This is actually the intended way of using git. Pick any random mailing list of the lore [1] and select a thread that has [PATCH] in the name to see this in action.
I just grabbed a random patchset off of the git mailing list and linked it below [2] to demonstrate this.
You'll notice that on top of the overall patchset (equivalent to a PR) having a detailed description (in the coverletter, i.e. PATCH 00/xx), each commit has a descriptive name, message detailing what the changes within do, and signoffs by everyone who contributed to it.
Then as each reviewer comes in, they review each individual patch (i.e. commit) separately, replying to the message for that patch. And any high level concerns can be in reply to the coverletter (addressing the entire patchset).
As the contributor responds to comments and makes the requested changes, those changes get made per patch/commit via rebasing rather than just added on top. And when they are finished making the revisions, a new v2 patchset is released in reply to the cover letter of the first patchset, now also containing a diff per commit/patch against the previous revision.

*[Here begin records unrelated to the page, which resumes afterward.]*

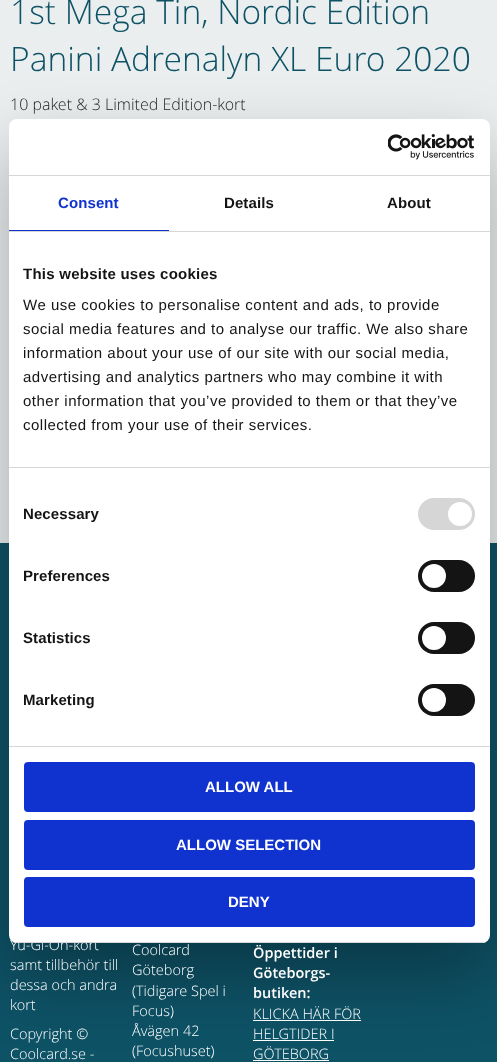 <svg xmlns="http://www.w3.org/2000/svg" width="497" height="1062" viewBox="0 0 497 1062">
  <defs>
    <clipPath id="clip1"><rect x="9" y="119" width="481" height="824" rx="8"/></clipPath>
  </defs>
  <rect width="100%" height="100%" fill="#eaeeef"/>
  <path d="M0 543h497v519H0z" fill="#0e5266"/>
  <path d="M253 1020h108v1H253z" fill="#fff"/>
  <path d="M253 1040h81v1H253z" fill="#fff"/>
  <path d="M253 1060h76v1H253z" fill="#fff"/>
  <rect x="9" y="151" width="481" height="824" rx="8" fill="#0000004d" filter="blur(34px)"/>
  <rect x="9" y="119" width="481" height="824" rx="8" fill="#fff"/>
  <path d="M9 175h481v1H9z" fill="#d6d6d6"/>
  <image x="388" y="134" width="87" height="26" href="img/1.png"/>
  <path d="M9 231h481v1H9z" fill="#d6d6d6"/>
  <path d="M9 230h160v1H9z" fill="#1032cf"/>
  <path d="M9 467h481v1H9z" fill="#d6d6d6"/>
  <path d="M9 746h481v1H9z" fill="#d6d6d6"/>
  <rect x="418" y="498" width="57" height="32" rx="16" fill="#d6d6d6"/>
  <circle cx="460" cy="514" r="12" fill="#fff"/>
  <rect x="418" y="560" width="57" height="32" rx="16" fill="#141414"/>
  <circle cx="434" cy="576" r="12" fill="#fff"/>
  <rect x="418" y="622" width="57" height="32" rx="16" fill="#141414"/>
  <circle cx="434" cy="638" r="12" fill="#fff"/>
  <rect x="418" y="684" width="57" height="32" rx="16" fill="#141414"/>
  <circle cx="434" cy="700" r="12" fill="#fff"/>
  <rect x="25" y="763" width="449" height="48" rx="3" fill="#1032cf" stroke="#1032cf" stroke-width="2"/>
  <rect x="25" y="821" width="449" height="48" rx="3" fill="#1032cf" stroke="#1032cf" stroke-width="2"/>
  <rect x="25" y="878" width="449" height="48" rx="3" fill="#1032cf" stroke="#1032cf" stroke-width="2"/>
  <g font-family="Open Sans" font-size="33.6" font-weight="300" fill="#0e5266">
    <text x="10" y="24">1st Mega Tin, Nordic Edition</text>
    <text x="10" y="71">Panini Adrenalyn XL Euro 2020</text>
  </g>
  <text x="10" y="110" font-family="Open Sans" font-size="16" font-weight="300" fill="#1e1e1e">10 paket &amp; 3 Limited Edition-kort</text>
  <g font-family="Open Sans" font-size="14.5" font-weight="300" fill="#fff">
    <text x="10" y="950">Yu-Gi-Oh-kort</text>
    <text x="10" y="970">samt tillbehör till</text>
    <text x="10" y="990">dessa och andra</text>
    <text x="10" y="1010">kort</text>
    <text x="10" y="1039">Copyright ©</text>
    <text x="10" y="1059">Coolcard.se -</text>
    <text x="132" y="955">Coolcard</text>
    <text x="132" y="975">Göteborg</text>
    <text x="132" y="996">(Tidigare Spel i</text>
    <text x="132" y="1016">Focus)</text>
    <text x="132" y="1036">Åvägen 42</text>
    <text x="132" y="1056">(Focushuset)</text>
  </g>
  <g font-family="Open Sans" font-size="14.5" font-weight="600" fill="#fff">
    <text x="253" y="958">Öppettider i</text>
    <text x="253" y="978">Göteborgs-</text>
    <text x="253" y="998">butiken:</text>
  </g>
  <g font-family="Open Sans" font-size="14.5" font-weight="300" fill="#fff">
    <text x="253" y="1019">KLICKA HÄR FÖR</text>
    <text x="253" y="1039">HELGTIDER I</text>
    <text x="253" y="1059">GÖTEBORG</text>
  </g>
  <text x="58" y="208" font-family="Liberation Sans" font-size="15" font-weight="bold" letter-spacing="0.1" fill="#1032cf">Consent</text>
  <g font-family="Liberation Sans" font-size="15" font-weight="bold" letter-spacing="0.1" fill="#141414">
    <text x="224" y="208">Details</text>
    <text x="387" y="208">About</text>
  </g>
  <text x="23" y="279" font-family="Liberation Sans" font-size="15" font-weight="bold" letter-spacing="0.25" fill="#141414">This website uses cookies</text>
  <g font-family="Liberation Sans" font-size="15" letter-spacing="0.5" fill="#141414">
    <text x="23" y="310">We use cookies to personalise content and ads, to provide</text>
    <text x="23" y="334">social media features and to analyse our traffic. We also share</text>
    <text x="23" y="358">information about your use of our site with our social media,</text>
    <text x="23" y="382">advertising and analytics partners who may combine it with</text>
    <text x="23" y="406">other information that you’ve provided to them or that they’ve</text>
    <text x="23" y="430">collected from your use of their services.</text>
  </g>
  <g font-family="Liberation Sans" font-size="15" font-weight="bold" letter-spacing="0.1" fill="#141414">
    <text x="23" y="519">Necessary</text>
    <text x="23" y="581">Preferences</text>
    <text x="23" y="643">Statistics</text>
    <text x="23" y="705">Marketing</text>
  </g>
  <g clip-path="url(#clip1)">
    <path d="M9 942h481v1H9z" fill="#d6d6d6"/>
  </g>
  <g font-family="Liberation Sans" font-size="15" font-weight="bold" fill="#fff">
    <text x="205" y="792">ALLOW ALL</text>
    <text x="176" y="850">ALLOW SELECTION</text>
    <text x="228" y="907">DENY</text>
  </g>
</svg>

Then the cycle repeats until everyone is happy. At that point the maintainer will merge the changes into their incubation branch (the git devs call theirs `next`) and after some time has passed, they merge it into master/main and it becomes established history.
The worst part of the whole workflow is that it uses email but other than that it is a far preferable reviewing experience to using github's stock pull request workflow.